• WORK TO COMPLETE:
From the listing below, copy each line that contains the word "dead".

*** Opening of THE DATA ***

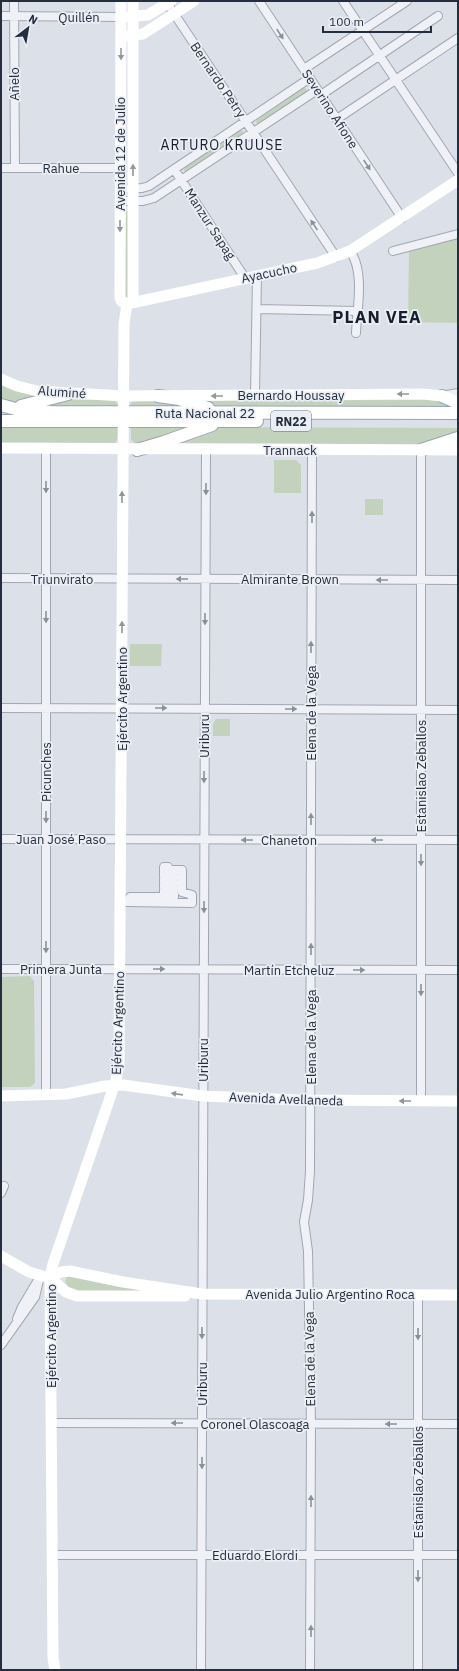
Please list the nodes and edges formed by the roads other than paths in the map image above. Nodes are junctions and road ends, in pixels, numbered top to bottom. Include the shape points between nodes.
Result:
1 (14, 1) edge
2 (121, 1) edge
3 (133, 1) edge
4 (194, 1) edge
5 (259, 1) edge
6 (343, 1) edge
7 (407, 1) edge
8 (169, 2) edge
9 (174, 14) junction
10 (1, 16) edge
11 (14, 16) junction
12 (438, 16) dead end
13 (121, 17) junction
14 (133, 17) junction
15 (363, 30) junction
16 (121, 36) junction
17 (133, 36) junction
18 (458, 38) edge
19 (380, 56) junction
20 (304, 70) junction
21 (310, 78) junction
22 (396, 79) junction
23 (319, 92) junction
24 (336, 119) junction
25 (246, 121) junction
26 (253, 132) junction
27 (1, 168) edge
28 (15, 168) junction
29 (120, 168) junction
30 (174, 169) junction
31 (458, 173) edge
32 (181, 180) junction
33 (458, 180) edge
34 (120, 188) junction
35 (133, 188) junction
36 (120, 201) junction
37 (133, 201) junction
38 (402, 218) junction
39 (458, 234) edge
40 (350, 251) junction
41 (393, 251) dead end
42 (336, 257) junction
43 (257, 276) junction
44 (245, 278) junction
45 (127, 304) junction
46 (256, 309) junction
47 (357, 311) junction
48 (356, 333) dead end
49 (1, 379) edge
50 (458, 393) edge
51 (68, 394) junction
52 (255, 395) junction
53 (124, 396) junction
54 (158, 396) junction
55 (442, 396) junction
56 (458, 403) edge
57 (5, 406) edge
58 (458, 413) edge
59 (124, 417) junction
60 (232, 417) junction
61 (1, 421) edge
62 (458, 421) edge
63 (458, 438) edge
64 (1, 448) edge
65 (46, 448) junction
66 (123, 450) junction
67 (137, 450) junction
68 (206, 450) junction
69 (312, 450) junction
70 (421, 450) junction
71 (458, 450) edge
72 (1, 578) edge
73 (46, 578) junction
74 (122, 579) junction
75 (205, 579) junction
76 (312, 579) junction
77 (421, 580) junction
78 (458, 580) edge
79 (1, 708) edge
80 (46, 708) junction
81 (122, 708) junction
82 (205, 708) junction
83 (311, 709) junction
84 (421, 709) junction
85 (458, 710) edge
86 (1, 839) edge
87 (46, 839) junction
88 (121, 839) junction
89 (204, 840) junction
90 (311, 840) junction
91 (421, 840) junction
92 (458, 840) edge
93 (127, 902) joint
94 (1, 969) edge
95 (46, 969) junction
96 (120, 969) junction
97 (203, 969) junction
98 (311, 970) junction
99 (421, 970) junction
100 (458, 970) edge
101 (114, 1085) junction
102 (46, 1095) junction
103 (1, 1096) edge
104 (203, 1096) junction
105 (311, 1100) junction
106 (421, 1101) junction
107 (458, 1101) edge
108 (1, 1256) edge
109 (45, 1277) junction
110 (202, 1294) junction
111 (308, 1294) junction
112 (418, 1295) junction
113 (458, 1295) edge
114 (1, 1345) edge
115 (51, 1423) junction
116 (202, 1423) junction
117 (311, 1424) junction
118 (418, 1424) junction
119 (458, 1424) edge
120 (52, 1555) junction
121 (202, 1555) junction
122 (311, 1555) junction
123 (418, 1555) junction
124 (458, 1555) edge
125 (55, 1670) edge
126 (201, 1670) edge
127 (310, 1670) edge
128 (418, 1670) edge

1 - 11 street, Añelo
2 - 13 main road, Avenida 12 de Julio
3 - 14 main road, Avenida 12 de Julio
4 - 9 main road
5 -> 20 street, Severino Afione
6 - 15 street
7 - 15 street
8 - 9 street, Bernardo Petry
8 - 14 main road, Quillén via 148,15
9 - 17 main road via 146,33
9 - 25 street, Bernardo Petry
10 - 11 street, Quillén
11 - 13 street, Quillén
11 - 28 street, Añelo
12 - 19 street
13 - 14 main road, Quillén
13 - 16 main road, Avenida 12 de Julio
14 - 17 main road, Avenida 12 de Julio
15 - 19 street
15 - 20 street
16 - 17 main road
16 -> 29 main road, Avenida 12 de Julio
35 -> 17 main road, Avenida 12 de Julio
18 - 22 street
19 - 22 street
19 - 23 street
20 - 21 street, Severino Afione
21 - 23 street, Severino Afione
21 - 25 street
22 - 24 street
22 - 31 street
23 - 24 street, Severino Afione
23 - 26 street
24 -> 38 street, Severino Afione
25 - 26 street, Bernardo Petry
25 - 30 street
26 - 32 street
42 -> 26 street, Bernardo Petry
27 - 28 street, Rahue
28 - 29 street, Rahue
29 - 34 main road, Avenida 12 de Julio
30 - 32 street, Manzur Sapag
30 - 35 street via 147,187
32 - 37 street via 150,200
32 - 44 street, Manzur Sapag
33 - 38 main road, Ayacucho
34 - 35 street
34 - 36 main road, Avenida 12 de Julio
35 - 37 main road, Avenida 12 de Julio
36 - 37 street
36 -> 45 main road, Avenida 12 de Julio via 120,297 121,301
37 - 45 main road, Avenida 12 de Julio via 133,297
38 - 40 main road, Ayacucho
39 - 41 street
40 - 42 main road, Ayacucho
40 - 47 street via 359,272
42 - 43 main road, Ayacucho
43 - 44 main road, Ayacucho
43 - 46 street
44 - 45 main road, Ayacucho
45 - 53 main road, Avenida 12 de Julio via 124,324
46 - 47 street
46 - 52 street
47 - 48 street
49 - 51 main road, Aluminé via 32,390
50 - 55 street, Bernardo Houssay
51 - 53 main road, Aluminé
51 - 57 main road via 29,405
52 -> 54 main road, Bernardo Houssay
55 -> 52 main road, Bernardo Houssay
53 - 54 main road, Bernardo Houssay
53 - 59 main road, Avenida 12 de Julio
54 - 60 main road via 179,399
55 - 56 main road
57 - 59 main road, Ruta Nacional 22 / RN22 via 41,412
58 - 60 main road, Ruta Nacional 22 / RN22
59 - 60 main road, Ruta Nacional 22 / RN22
59 - 61 main road, Ruta Nacional 22 / RN22
59 - 66 main road, Ejército Argentino
60 - 62 main road, Ruta Nacional 22 / RN22
60 - 67 main road
63 - 70 main road
64 - 65 main road, Trannack
65 - 66 main road, Trannack
65 -> 73 street, Picunches
66 - 67 main road, Trannack
74 -> 66 main road, Ejército Argentino
67 - 68 main road, Trannack
68 - 69 main road, Trannack
68 -> 75 street, Uriburu
69 - 70 main road, Trannack
76 -> 69 street, Elena de la Vega
70 - 71 main road, Trannack
70 - 77 street, Estanislao Zeballos
72 - 73 street, Triunvirato
73 - 74 street, Triunvirato
73 -> 80 street, Picunches
75 -> 74 street, Almirante Brown
81 -> 74 main road, Ejército Argentino
75 - 76 street, Almirante Brown
75 -> 82 street, Uriburu
77 -> 76 street, Almirante Brown
83 -> 76 street, Elena de la Vega
77 - 78 street, Almirante Brown
77 - 84 street, Estanislao Zeballos
79 - 80 street
80 - 81 street
80 -> 87 street, Picunches
81 -> 82 street
81 - 88 main road, Ejército Argentino
82 -> 83 street
82 -> 89 street, Uriburu
83 - 84 street
90 -> 83 street, Elena de la Vega
84 - 85 street
84 - 91 street, Estanislao Zeballos
86 - 87 street, Juan José Paso
87 - 88 street, Juan José Paso
87 -> 95 street, Picunches
88 - 89 street, Chaneton
88 - 96 main road, Ejército Argentino
90 -> 89 street, Chaneton
89 -> 97 street, Uriburu
91 -> 90 street, Chaneton
98 -> 90 street, Elena de la Vega
91 - 92 street, Chaneton
91 -> 99 street, Estanislao Zeballos
93 - 93 street via 131,897 174,897 174,894 164,894 164,890 174,890 174,887 164,887 164,884 174,885 174,882 164,882 164,879 174,879 174,876 164,876 164,867 168,867 168,870 182,870 182,892 192,895 192,903
94 - 95 street, Primera Junta
95 - 96 street, Primera Junta
95 - 102 street, Picunches
96 -> 97 street, Martín Etcheluz
96 - 101 main road, Ejército Argentino via 119,1065
97 - 98 street, Martín Etcheluz
97 - 104 street, Uriburu
98 -> 99 street, Martín Etcheluz
98 - 105 street, Elena de la Vega
99 - 100 street, Martín Etcheluz
99 -> 106 street, Estanislao Zeballos
101 - 102 main road, Avenida Avellaneda
104 -> 101 main road, Avenida Avellaneda
101 - 109 main road, Ejército Argentino via 53,1264
102 - 103 main road, Avenida Avellaneda
104 - 105 main road, Avenida Avellaneda
104 - 110 street, Uriburu
106 -> 105 main road, Avenida Avellaneda
105 - 111 street, Elena de la Vega via 310,1183 304,1222 308,1251
106 - 107 main road, Avenida Avellaneda
108 - 109 main road
109 - 110 main road, Avenida Julio Argentino Roca via 70,1271
109 - 110 main road, Avenida Julio Argentino Roca via 66,1292 83,1297 175,1297
109 - 114 street
109 - 115 main road, Ejército Argentino
110 - 111 main road, Avenida Julio Argentino Roca
110 -> 116 street, Uriburu
111 - 112 main road, Avenida Julio Argentino Roca
111 - 117 street, Elena de la Vega
112 - 113 main road, Avenida Julio Argentino Roca
112 -> 118 street, Estanislao Zeballos
116 -> 115 street, Coronel Olascoaga
115 - 120 main road, Ejército Argentino
116 - 117 street, Coronel Olascoaga
116 -> 121 street, Uriburu
118 -> 117 street, Coronel Olascoaga
122 -> 117 street, Elena de la Vega
118 - 119 street, Coronel Olascoaga
118 - 123 street, Estanislao Zeballos
120 - 121 street, Eduardo Elordi
120 - 125 main road, Ejército Argentino
121 - 122 street, Eduardo Elordi
121 - 126 street, Uriburu
122 - 123 street, Eduardo Elordi
127 -> 122 street, Elena de la Vega
123 - 124 street, Eduardo Elordi
123 -> 128 street, Estanislao Zeballos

*** Close of THE DATA ***

• WRITTEN SOLUTION:
12 (438, 16) dead end
41 (393, 251) dead end
48 (356, 333) dead end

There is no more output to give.